We’ve done this before remember — think about what we did with copper cabling. Our wires hit their theoretical speed limits a long time before we actually moved on. We pushed the physical limits far beyond what was possible using mathematical optimisation, which is what happens when you take your current model where it interacts with the real world (which is messy) and minimise the negative externalities. And greater efficiency has societal impacts and the holy grail of ‘win-win’ or ‘create something from nothing.’ For example, when UPX and Fedex used data analytics to do route optimisation not only did it save them money, but it helped citizens because it meant fewer carbon emissions and better customer service. Right now the planet is faced with huge inefficiencies. We’re wasting food, destroying the environment, and creating unnecessary pollution. I think we should be saying “I want to do what I do better.” Data analytics allows us to do that.
What’s the flipside?
As we’re now all too aware we might end up throwing civil liberties out the window. Facial recognition is a technology that’s going to be ubiquitous in the future. We’re going to end up in a world where you really cannot hide. Also, are we aware of what all this electro magnetic radiation doing? Will optimisation increase the disparity between rich and poor? What about warfare? History says we invent stuff and then make weapons out of it. And what about machines becoming self aware? Like anything this new technology has the power to bring people together but also to drive people apart. What if data is the currency is that’s going to drive a wedge between us all?
Why should people care?
Any discussion of the future of big data reminds me of Hoffstader’s Theorem: everything always takes longer than you think, even when you factor in Hoffstader’s Theorom. In the very long term I think data is key to our evolution. Remember, we’ve already transcended space and time. We can create physical objects at a scale of nanometres; we can’t see anything at that level with the naked eye and yet there are things down there that we’ve created with intentional design. And thanks to our machines we can now think in gigahertz. We’re able to process thoughts or questions far faster than was physically possible just a few generations ago. Our brains operate in a space from milimetres to kilometres, and in time from a fraction of a second to a lifetime. But our machines create things at the atomic level, and operate in microseconds.

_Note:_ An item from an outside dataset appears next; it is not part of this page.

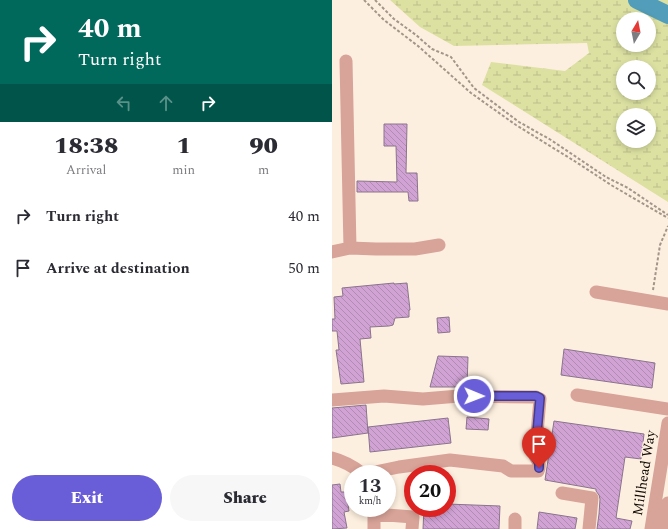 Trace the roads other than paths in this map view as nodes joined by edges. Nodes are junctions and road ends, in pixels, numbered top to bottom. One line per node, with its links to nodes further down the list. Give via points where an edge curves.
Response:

For the first time in our history we are evolving with a purpose that goes beyond the Darwinian scale. After all, if you break it down a person is a program encapsulated in DNA, which runs in place and accumulates materials from its surrounding environment to eat, walk, procreate and think. Data is a key not only to our evolution but also our survival. You can’t get off the planet without it, and it can overcome the biggest problems facing us. We’re getting close. The future of analytics and data is so bright we need to wear augmented-reality shades. But it’s not here yet.